There are a number of answers that have been posed to this question that are inadequate for anyone wishing to take the Bible seriously. One answer is that God did not prescribe the war, He simply decreed it. This falls foul of the Scriptural injunction that God gives to wipe all the Canaanites out. He commanded them to do it (though with very important exceptions, as will be noted below. The exceptions, in fact, point us in the right direction, as I will argue). Another inadequate answer is that Israel falsely attributed the command to God, but actually conquered Canaan on their own steam. Nor is it adequate to say that all forms of warfare are evil, as if there were no such thing as a just war. Christian ethicists have argued from Scripture through all the centuries of church history that there is such a thing as a just war. The question is a formidable one, and it will not do to simply wish the problem away, or explain it in such a way as does not do justice to the biblical data.
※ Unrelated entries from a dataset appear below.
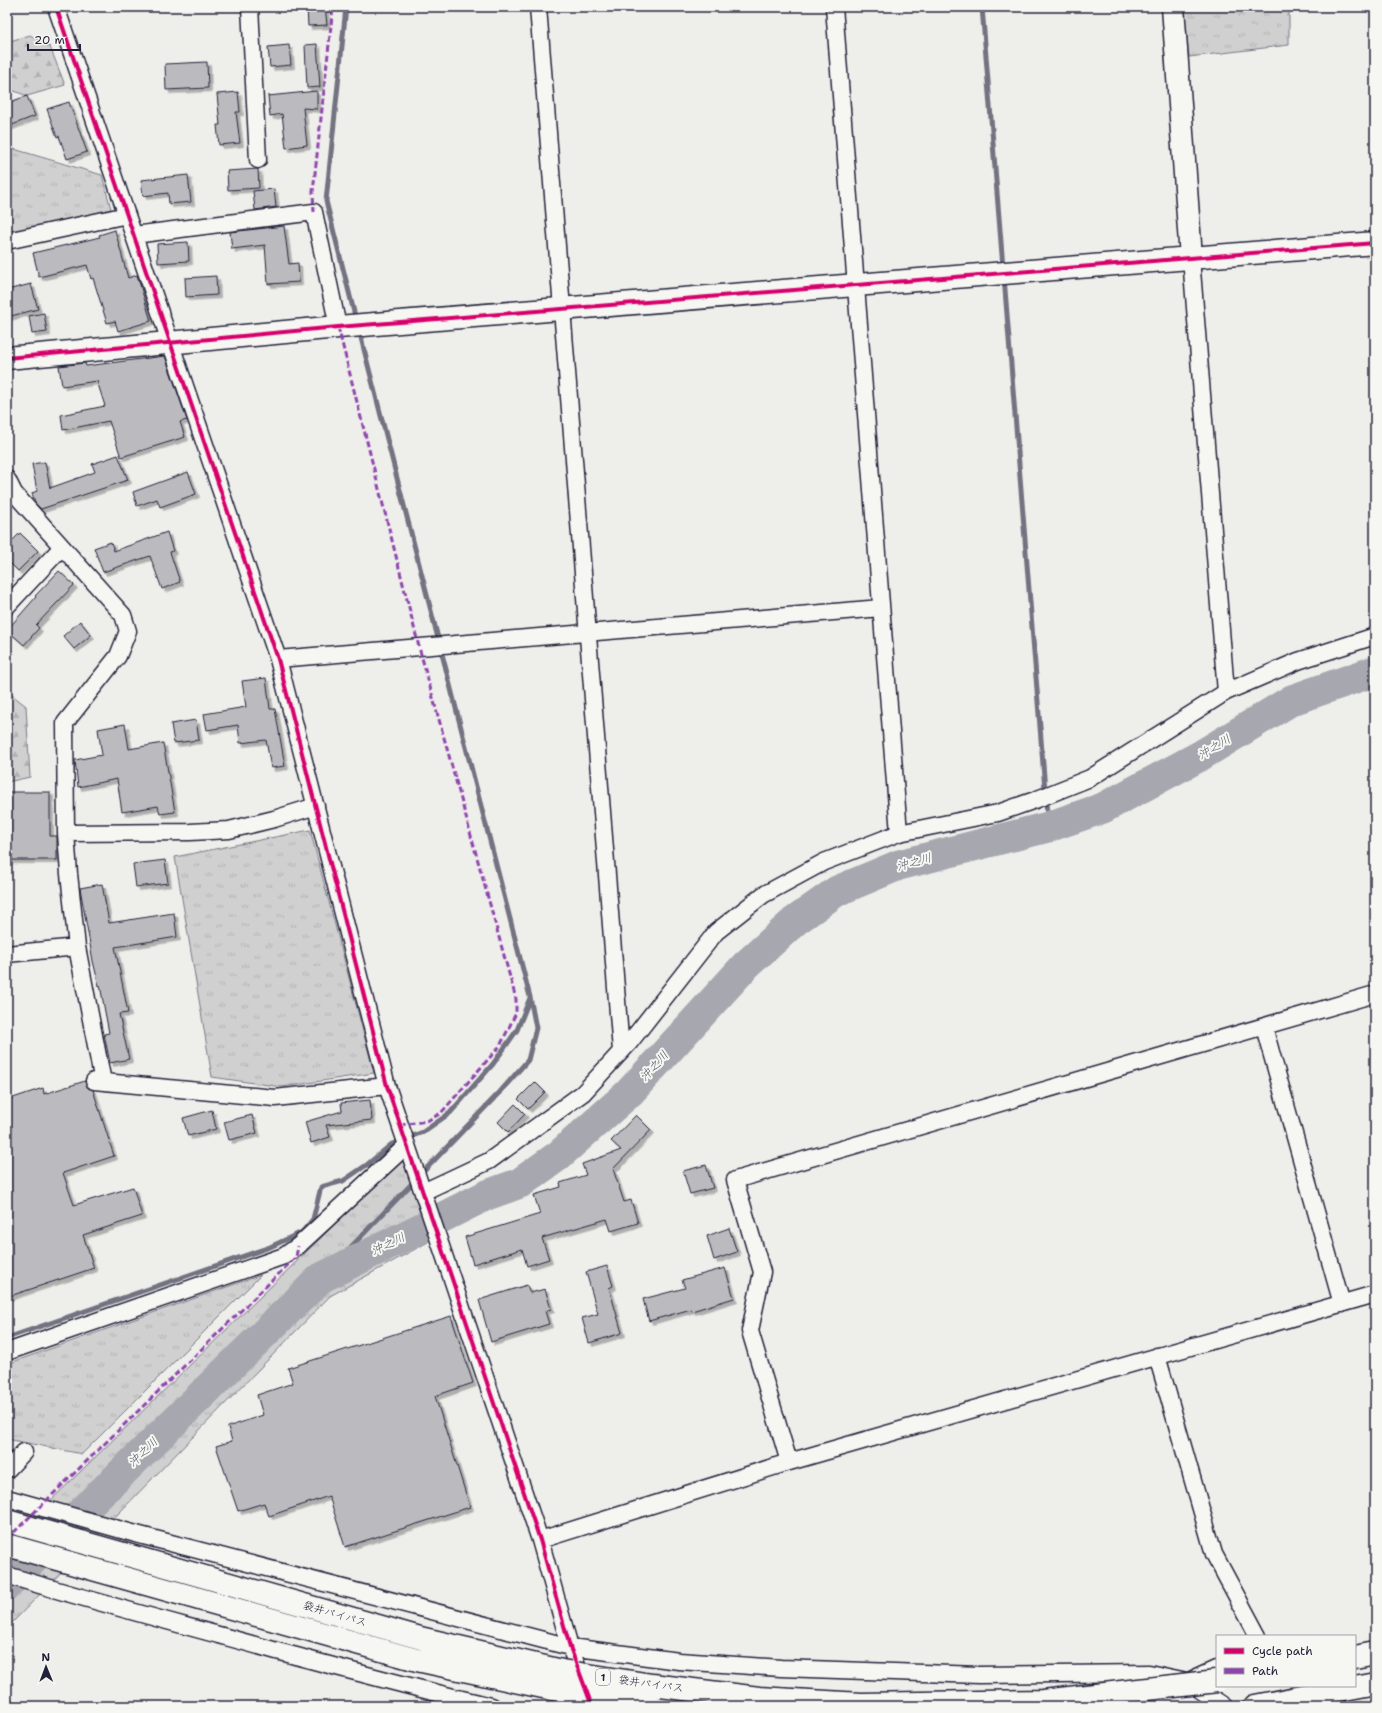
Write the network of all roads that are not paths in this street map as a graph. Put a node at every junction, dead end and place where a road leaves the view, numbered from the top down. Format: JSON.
{"nodes":[{"id":1,"x":56,"y":7,"type":"edge"},
{"id":2,"x":250,"y":7,"type":"edge"},
{"id":3,"x":538,"y":7,"type":"edge"},
{"id":4,"x":834,"y":7,"type":"edge"},
{"id":5,"x":1173,"y":7,"type":"edge"},
{"id":6,"x":258,"y":160,"type":"dead end"},
{"id":7,"x":127,"y":216,"type":"junction"},
{"id":8,"x":134,"y":235,"type":"junction"},
{"id":9,"x":7,"y":241,"type":"edge"},
{"id":10,"x":1375,"y":243,"type":"edge"},
{"id":11,"x":1191,"y":258,"type":"junction"},
{"id":12,"x":857,"y":285,"type":"junction"},
{"id":13,"x":563,"y":309,"type":"junction"},
{"id":14,"x":341,"y":327,"type":"junction"},
{"id":15,"x":170,"y":343,"type":"junction"},
{"id":16,"x":7,"y":358,"type":"edge"},
{"id":17,"x":7,"y":479,"type":"edge"},
{"id":18,"x":62,"y":547,"type":"junction"},
{"id":19,"x":7,"y":606,"type":"edge"},
{"id":20,"x":881,"y":608,"type":"junction"},
{"id":21,"x":588,"y":632,"type":"junction"},
{"id":22,"x":1375,"y":636,"type":"edge"},
{"id":23,"x":278,"y":659,"type":"junction"},
{"id":24,"x":1226,"y":692,"type":"junction"},
{"id":25,"x":316,"y":806,"type":"junction"},
{"id":26,"x":66,"y":833,"type":"junction"},
{"id":27,"x":899,"y":833,"type":"junction"},
{"id":28,"x":77,"y":947,"type":"junction"},
{"id":29,"x":7,"y":954,"type":"edge"},
{"id":30,"x":1375,"y":994,"type":"edge"},
{"id":31,"x":1264,"y":1027,"type":"junction"},
{"id":32,"x":621,"y":1052,"type":"junction"},
{"id":33,"x":387,"y":1086,"type":"junction"},
{"id":34,"x":407,"y":1145,"type":"junction"},
{"id":35,"x":423,"y":1192,"type":"junction"},
{"id":36,"x":1375,"y":1294,"type":"edge"},
{"id":37,"x":1342,"y":1304,"type":"junction"},
{"id":38,"x":7,"y":1352,"type":"edge"},
{"id":39,"x":1157,"y":1356,"type":"junction"},
{"id":40,"x":24,"y":1452,"type":"dead end"},
{"id":41,"x":789,"y":1462,"type":"junction"},
{"id":42,"x":8,"y":1469,"type":"edge"},
{"id":43,"x":11,"y":1499,"type":"edge"},
{"id":44,"x":7,"y":1520,"type":"edge"},
{"id":45,"x":540,"y":1540,"type":"junction"},
{"id":46,"x":7,"y":1545,"type":"edge"},
{"id":47,"x":7,"y":1574,"type":"edge"},
{"id":48,"x":1257,"y":1635,"type":"edge"},
{"id":49,"x":570,"y":1648,"type":"junction"},
{"id":50,"x":1375,"y":1653,"type":"edge"},
{"id":51,"x":1356,"y":1657,"type":"edge"},
{"id":52,"x":1216,"y":1668,"type":"edge"},
{"id":53,"x":1187,"y":1681,"type":"junction"},
{"id":54,"x":1216,"y":1681,"type":"edge"},
{"id":55,"x":1375,"y":1683,"type":"edge"},
{"id":56,"x":1354,"y":1687,"type":"edge"},
{"id":57,"x":1356,"y":1687,"type":"edge"},
{"id":58,"x":492,"y":1706,"type":"edge"},
{"id":59,"x":592,"y":1706,"type":"edge"},
{"id":60,"x":652,"y":1706,"type":"edge"},
{"id":61,"x":1224,"y":1706,"type":"edge"},
{"id":62,"x":1255,"y":1706,"type":"edge"}],
"edges":[{"from":1,"to":7,"type":"street"},
{"from":2,"to":6,"type":"street"},
{"from":3,"to":13,"type":"street"},
{"from":4,"to":12,"type":"street"},
{"from":5,"to":11,"type":"main road"},
{"from":7,"to":8,"type":"street"},
{"from":7,"to":9,"type":"street"},
{"from":8,"to":14,"type":"street"},
{"from":8,"to":15,"type":"street"},
{"from":10,"to":11,"type":"main road"},
{"from":11,"to":12,"type":"main road"},
{"from":11,"to":24,"type":"street"},
{"from":12,"to":13,"type":"main road"},
{"from":12,"to":20,"type":"street"},
{"from":13,"to":14,"type":"main road"},
{"from":13,"to":21,"type":"street"},
{"from":14,"to":15,"type":"main road"},
{"from":15,"to":16,"type":"main road"},
{"from":15,"to":23,"type":"street"},
{"from":17,"to":18,"type":"street"},
{"from":18,"to":19,"type":"street"},
{"from":18,"to":26,"type":"street"},
{"from":20,"to":21,"type":"street"},
{"from":20,"to":27,"type":"street"},
{"from":21,"to":23,"type":"street"},
{"from":21,"to":32,"type":"street"},
{"from":22,"to":24,"type":"street"},
{"from":23,"to":25,"type":"street"},
{"from":24,"to":27,"type":"street"},
{"from":25,"to":26,"type":"street"},
{"from":25,"to":33,"type":"street"},
{"from":26,"to":28,"type":"street"},
{"from":27,"to":32,"type":"street"},
{"from":28,"to":29,"type":"street"},
{"from":28,"to":33,"type":"street"},
{"from":30,"to":31,"type":"street"},
{"from":31,"to":37,"type":"street"},
{"from":31,"to":41,"type":"street"},
{"from":32,"to":35,"type":"street"},
{"from":33,"to":34,"type":"street"},
{"from":34,"to":35,"type":"street"},
{"from":34,"to":38,"type":"street"},
{"from":35,"to":45,"type":"street"},
{"from":36,"to":37,"type":"street"},
{"from":37,"to":39,"type":"street"},
{"from":39,"to":41,"type":"street"},
{"from":39,"to":48,"type":"street"},
{"from":40,"to":42,"type":"street"},
{"from":41,"to":45,"type":"street"},
{"from":43,"to":49,"type":"street"},
{"from":44,"to":54,"type":"main road","name":"袋井バイパス","number":"1","bridge":true},
{"from":45,"to":49,"type":"street"},
{"from":46,"to":60,"type":"main road","name":"袋井バイパス","number":"1","bridge":true},
{"from":47,"to":58,"type":"street"},
{"from":49,"to":53,"type":"street"},
{"from":49,"to":59,"type":"street"},
{"from":50,"to":51,"type":"main road"},
{"from":52,"to":53,"type":"street"},
{"from":53,"to":61,"type":"street"},
{"from":55,"to":57,"type":"main road"},
{"from":56,"to":62,"type":"main road"}]}
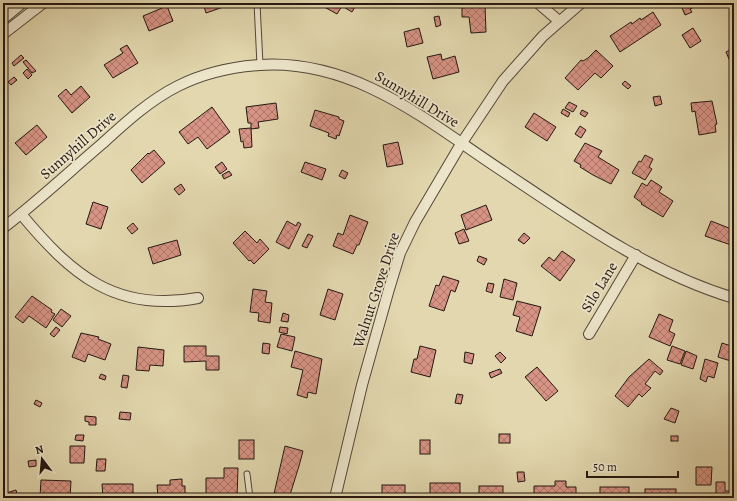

The exceptions to the genocide are, as state above, quite important. Rahab and her family were spared. Why were they spared? Because of their faith. The Gibeonites were spared. Why were they spared? They believed that the land was going to Israel, and they feared the God of Israel. They used underhanded methods to gain their lives. And yet, while there is a reproach from Joshua directed towards the Gibeonites, there is no reproach from God, interestingly. In fact, in David’s time, the Gibeonites are allowed to exact justice on the seed of Saul’s line because Saul violated the treaty made with the Gibeonites. In both cases, there was a belief (on the part of the people spared) that God’s people Israel had the right to the promised land, and that Israel’s God was the true King of all named gods. There was a measure of faith, in other words. Whether we would call that saving faith is a question that would go beyond the evidence.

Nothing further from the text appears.